The problem is that the acceleration measurements have a more or less constant sampling rate but for the pressure I have not a constant sampling rate. That means that the number of measurements for acceleration and pressure is also not the same (and the timestamps are therefore also not the same).
How can I still calculate the correlation and producing a accleration vs. pressure plot? I thought about a interpolation of the accleration measurements to the timestamps of the pressure readings but I don't know what type of interpolation to use (linear or cubic seems not to be right). Perhaps there is a better way of doing it.
Here are the plots of the two sensors:

Accepted Answer

Jeff Miller
Jeff Miller on 29 May 2018
It looks like you have a lot of readings, so you might be able to estimate the correlation pretty accurately even if you only use a subset of them. Specifically, just select out time points where you have readings from both sensors and correlate the two readings across that subset of the time points. You might allow small time differences (e.g., use two readings within the same 5 msec window) if that seems appropriate.

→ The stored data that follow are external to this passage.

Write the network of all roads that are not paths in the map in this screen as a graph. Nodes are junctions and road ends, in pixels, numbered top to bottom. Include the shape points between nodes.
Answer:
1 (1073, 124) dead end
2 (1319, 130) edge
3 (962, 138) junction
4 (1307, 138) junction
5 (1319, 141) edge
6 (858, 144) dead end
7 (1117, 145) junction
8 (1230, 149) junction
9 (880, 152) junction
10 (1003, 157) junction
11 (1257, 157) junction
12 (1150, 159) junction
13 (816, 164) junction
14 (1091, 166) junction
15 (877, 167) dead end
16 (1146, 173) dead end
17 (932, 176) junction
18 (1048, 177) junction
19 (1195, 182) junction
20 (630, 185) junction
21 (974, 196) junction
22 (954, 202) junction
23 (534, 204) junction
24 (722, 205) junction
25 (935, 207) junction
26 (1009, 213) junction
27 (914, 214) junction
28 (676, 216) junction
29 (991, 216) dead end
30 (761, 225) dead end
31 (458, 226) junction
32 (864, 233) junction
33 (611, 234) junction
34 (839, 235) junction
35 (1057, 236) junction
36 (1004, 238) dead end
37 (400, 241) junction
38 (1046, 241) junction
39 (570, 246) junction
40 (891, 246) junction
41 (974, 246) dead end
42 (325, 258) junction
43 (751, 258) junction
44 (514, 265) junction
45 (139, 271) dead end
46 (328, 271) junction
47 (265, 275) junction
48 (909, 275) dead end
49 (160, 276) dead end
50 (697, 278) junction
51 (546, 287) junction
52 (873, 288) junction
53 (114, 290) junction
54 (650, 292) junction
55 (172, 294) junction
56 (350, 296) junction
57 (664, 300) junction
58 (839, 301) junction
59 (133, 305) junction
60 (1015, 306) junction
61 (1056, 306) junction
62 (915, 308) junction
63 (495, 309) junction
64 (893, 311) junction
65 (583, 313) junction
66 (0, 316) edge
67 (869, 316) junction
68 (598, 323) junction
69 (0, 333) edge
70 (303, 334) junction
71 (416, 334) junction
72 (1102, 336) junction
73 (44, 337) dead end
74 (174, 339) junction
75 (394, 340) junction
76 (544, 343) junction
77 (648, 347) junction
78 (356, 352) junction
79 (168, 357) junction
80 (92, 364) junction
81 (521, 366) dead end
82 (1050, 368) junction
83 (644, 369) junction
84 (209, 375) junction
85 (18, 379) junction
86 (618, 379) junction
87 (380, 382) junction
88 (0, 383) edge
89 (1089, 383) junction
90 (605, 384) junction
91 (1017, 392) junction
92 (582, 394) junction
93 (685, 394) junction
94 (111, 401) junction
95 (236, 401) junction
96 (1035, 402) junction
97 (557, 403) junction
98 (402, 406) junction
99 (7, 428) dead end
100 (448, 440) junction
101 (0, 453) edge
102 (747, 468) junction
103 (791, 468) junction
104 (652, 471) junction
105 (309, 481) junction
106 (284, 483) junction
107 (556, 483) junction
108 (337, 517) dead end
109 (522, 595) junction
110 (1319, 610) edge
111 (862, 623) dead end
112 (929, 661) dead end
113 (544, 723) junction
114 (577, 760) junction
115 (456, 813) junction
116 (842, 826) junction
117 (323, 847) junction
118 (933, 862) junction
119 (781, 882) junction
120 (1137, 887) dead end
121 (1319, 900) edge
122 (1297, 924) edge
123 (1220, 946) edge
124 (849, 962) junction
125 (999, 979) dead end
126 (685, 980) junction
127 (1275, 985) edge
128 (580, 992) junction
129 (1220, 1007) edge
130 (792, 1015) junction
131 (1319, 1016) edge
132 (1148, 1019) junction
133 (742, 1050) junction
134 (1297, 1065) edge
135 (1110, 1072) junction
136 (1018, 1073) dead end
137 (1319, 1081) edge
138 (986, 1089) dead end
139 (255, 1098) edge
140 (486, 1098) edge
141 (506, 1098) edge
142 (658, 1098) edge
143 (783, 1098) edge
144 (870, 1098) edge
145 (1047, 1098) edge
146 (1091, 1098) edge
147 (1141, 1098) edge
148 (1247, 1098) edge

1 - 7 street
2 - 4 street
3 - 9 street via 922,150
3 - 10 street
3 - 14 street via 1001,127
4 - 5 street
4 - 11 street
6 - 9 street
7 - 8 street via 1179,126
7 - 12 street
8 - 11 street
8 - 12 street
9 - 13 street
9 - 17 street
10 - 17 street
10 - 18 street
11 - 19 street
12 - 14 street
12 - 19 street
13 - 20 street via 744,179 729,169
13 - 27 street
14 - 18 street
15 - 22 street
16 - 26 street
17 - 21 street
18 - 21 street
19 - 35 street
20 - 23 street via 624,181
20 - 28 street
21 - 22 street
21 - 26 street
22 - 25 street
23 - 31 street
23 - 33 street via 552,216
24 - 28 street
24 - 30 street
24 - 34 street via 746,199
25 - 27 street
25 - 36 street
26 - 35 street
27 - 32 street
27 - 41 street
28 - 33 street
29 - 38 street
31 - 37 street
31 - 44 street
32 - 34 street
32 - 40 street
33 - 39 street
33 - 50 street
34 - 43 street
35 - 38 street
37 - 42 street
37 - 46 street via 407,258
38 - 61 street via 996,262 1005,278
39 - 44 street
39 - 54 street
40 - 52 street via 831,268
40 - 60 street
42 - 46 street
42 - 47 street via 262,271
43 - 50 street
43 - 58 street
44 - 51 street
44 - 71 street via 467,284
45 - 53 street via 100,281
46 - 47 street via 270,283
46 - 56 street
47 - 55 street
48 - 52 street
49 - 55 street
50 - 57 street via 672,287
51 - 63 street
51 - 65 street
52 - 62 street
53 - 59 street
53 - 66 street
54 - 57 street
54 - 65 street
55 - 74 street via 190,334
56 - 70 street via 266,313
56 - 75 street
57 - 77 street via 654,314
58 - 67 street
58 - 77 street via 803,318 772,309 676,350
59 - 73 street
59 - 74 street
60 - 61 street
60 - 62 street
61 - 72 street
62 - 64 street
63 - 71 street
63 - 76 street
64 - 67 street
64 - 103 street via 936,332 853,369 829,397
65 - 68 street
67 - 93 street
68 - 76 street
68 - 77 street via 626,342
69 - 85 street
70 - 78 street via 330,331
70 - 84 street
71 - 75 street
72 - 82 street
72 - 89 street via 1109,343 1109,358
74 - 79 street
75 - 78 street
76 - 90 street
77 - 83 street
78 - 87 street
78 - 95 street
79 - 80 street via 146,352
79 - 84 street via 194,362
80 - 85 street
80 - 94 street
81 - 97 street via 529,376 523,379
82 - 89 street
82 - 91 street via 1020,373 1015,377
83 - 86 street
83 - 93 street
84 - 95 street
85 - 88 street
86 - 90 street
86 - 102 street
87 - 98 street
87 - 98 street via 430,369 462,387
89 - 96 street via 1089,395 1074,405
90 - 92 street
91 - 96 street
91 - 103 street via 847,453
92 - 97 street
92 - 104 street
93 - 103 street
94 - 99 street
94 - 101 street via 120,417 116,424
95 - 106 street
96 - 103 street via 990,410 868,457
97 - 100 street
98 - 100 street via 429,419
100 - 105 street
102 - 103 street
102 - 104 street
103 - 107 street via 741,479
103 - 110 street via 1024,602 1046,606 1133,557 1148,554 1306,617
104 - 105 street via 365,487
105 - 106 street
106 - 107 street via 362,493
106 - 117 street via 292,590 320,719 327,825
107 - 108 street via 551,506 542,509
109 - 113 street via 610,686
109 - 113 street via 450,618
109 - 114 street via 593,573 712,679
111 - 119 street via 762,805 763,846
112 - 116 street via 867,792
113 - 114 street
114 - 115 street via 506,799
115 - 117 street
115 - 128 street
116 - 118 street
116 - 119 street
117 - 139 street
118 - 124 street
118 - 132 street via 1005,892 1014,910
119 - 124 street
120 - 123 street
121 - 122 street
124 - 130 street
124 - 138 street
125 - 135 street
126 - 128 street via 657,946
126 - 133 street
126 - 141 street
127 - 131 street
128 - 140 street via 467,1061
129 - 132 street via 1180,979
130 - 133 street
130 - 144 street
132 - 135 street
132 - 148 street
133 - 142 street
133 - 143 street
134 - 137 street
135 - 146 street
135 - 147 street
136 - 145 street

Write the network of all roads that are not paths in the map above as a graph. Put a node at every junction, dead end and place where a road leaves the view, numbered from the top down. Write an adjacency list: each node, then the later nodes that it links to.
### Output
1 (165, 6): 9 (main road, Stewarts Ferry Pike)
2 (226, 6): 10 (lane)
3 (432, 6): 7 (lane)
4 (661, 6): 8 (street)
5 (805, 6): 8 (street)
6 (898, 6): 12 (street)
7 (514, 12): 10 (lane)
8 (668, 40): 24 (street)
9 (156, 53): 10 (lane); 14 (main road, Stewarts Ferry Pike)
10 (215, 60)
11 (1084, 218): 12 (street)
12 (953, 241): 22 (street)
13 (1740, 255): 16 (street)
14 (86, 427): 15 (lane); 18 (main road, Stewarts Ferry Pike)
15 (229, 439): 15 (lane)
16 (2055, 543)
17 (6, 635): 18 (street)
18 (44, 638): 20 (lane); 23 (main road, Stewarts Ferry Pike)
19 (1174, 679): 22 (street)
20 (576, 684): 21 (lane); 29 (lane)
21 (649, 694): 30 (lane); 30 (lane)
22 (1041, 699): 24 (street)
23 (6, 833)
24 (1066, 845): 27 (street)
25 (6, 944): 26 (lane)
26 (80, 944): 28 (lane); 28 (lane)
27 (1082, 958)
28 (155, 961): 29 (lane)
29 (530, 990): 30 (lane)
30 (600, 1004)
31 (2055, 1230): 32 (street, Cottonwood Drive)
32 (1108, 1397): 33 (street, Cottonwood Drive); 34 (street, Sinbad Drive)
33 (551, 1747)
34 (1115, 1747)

If you don't want to interpolate, I'm not sure what else you could do.
  2 Comments
Sepp
Sepp on 29 May 2018
Thanks for your idea, I think that makes sense. I will give it a try. Do you think interpolating of either the acceleration or the pressure makes sense and if yes what kind of interpolation would you use?
Jeff Miller
Jeff Miller on 30 May 2018
I don't know what kind of interpolation might be appropriate. That depends a lot on the data. To check the accuracy of different interpolation schemes, you could: omit some randomly selected points, try to recover them via some type of interpolation, and then see how well the recovered values match the omitted ones.